Simultaneous Assessment of Coronary Microvascular Dysfunction and Ischemia With Non-obstructed Coronary Arteries With Intracoronary Electrocardiogram and Intracoronary Doppler

March 18, 2023 updated by: Dr. Murat Sezer, Istanbul University

Coronary Microvascular Dysfunction has been consistently shown to play a considerable role in pathophysiology of Ischaemia with non-obstructed coronary arteries (INOCA). While the both diagnoses are individually related to remarkably worse outcome, there is no available method to simultaneously determine INOCA-CMD endotypes in vessel level, during the invasive diagnosis.

The investigators hereby hypothesize that, combined intracoronary electrocardiogram (IC-ECG) (considering the high sensitivity and specificity of IC-ECG for studied vessel-territory) and intracoronary doppler can simultaneously and successfully identify vessel specific coronary microvascular dysfunction and resulting ischemia, which may potentially enable immediate diagnosis and endotyping of CMD-INOCA subgroups during the invasive assessment of first ANOCA episode, obviating the need for further ischemia-studies such es SPECT, which have considerably higher costs and lower sensitivity.
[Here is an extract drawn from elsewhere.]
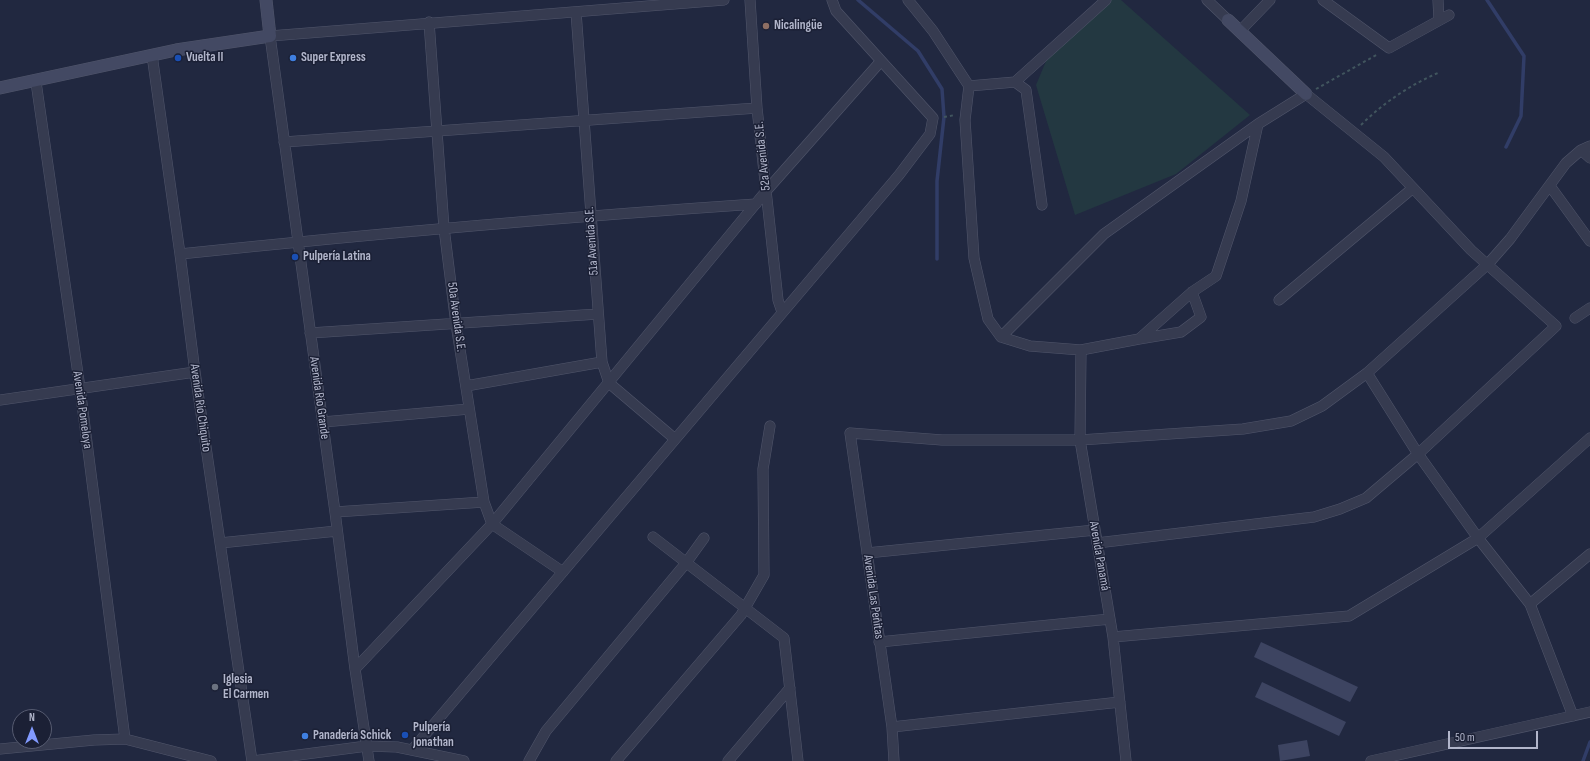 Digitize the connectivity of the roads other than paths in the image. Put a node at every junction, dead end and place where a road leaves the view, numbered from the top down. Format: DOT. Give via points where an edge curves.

Major coronary arteries of patients aged between 18 - 75 without obstructing coronary artery disease who have previously documented ischemia with non-obstructed coronary arteries (INOCA) via coronary angiogram and myocardial perfusion scan will be evaluated simultaneously with IC-ECG and intracoronary Doppler during rest and under adenosine induced hyperaemia.

Performance of the combined system to identify Coronary Microvascular Dysfunction with structural and functional subgroups as defined by abnormal Coronary Flow Reserve (CFR) and Hyperemic Microvascular Resistance (HMR) and Ischemia in downstream territories of same vessel area (as defined by perfusion scan) is intended to be determined.

The investigators also intend to interrogate the possible relationship between dynamic changes in IC-ECG parameters and invasively obtained intracoronary hemodynamic data.

Study Overview

Detailed Description

Background and Rationale of Study

Coronary Microvascular Dysfunction has been consistently shown to play a considerable role in pathophysiology of Ischaemia with non-obstructed coronary arteries (INOCA). While the both diagnoses are individually related to remarkably worse outcome, there is no available method to simultaneously determine INOCA-CMD endotypes in vessel level, during the invasive diagnosis.

Hypothesis

The investigators hereby hypothesize that, combined intracoronary electrocardiogram (IC-ECG) (considering its high sensitivity for ischemia and specificity for studied vessel-territory) and intracoronary doppler can simultaneously and successfully identify vessel specific coronary microvascular dysfunction and resulting ischemia, which may potentially enable immediate diagnosis and endotyping of CMD-INOCA subgroups during the invasive assessment of first ANOCA episode, obviating the need for further ischemia-studies such as SPECT, which have considerably higher costs and lower sensitivity and requires more hospital visits.

Study Method

Major coronary arteries of patients aged between 18 - 75 without obstructing coronary artery disease who have previously documented ischaemia with non-obstructed coronary arteries (INOCA) via coronary angiogram and myocardial perfusion scan will be evaluated simultaneously with IC-ECG and intracoronary Doppler during rest and under adenosine induced hyperaemia after obtaining informed consent. Flow (APVr, APVh) data will be collected via intracoronary doppler during rest and adenosine induced hyperaemia in concordance with guidelines and Coronary Flow Reserve will be determined. Microvascular resistances (HMR, BMR) will be calculated with distal pressures and flow data.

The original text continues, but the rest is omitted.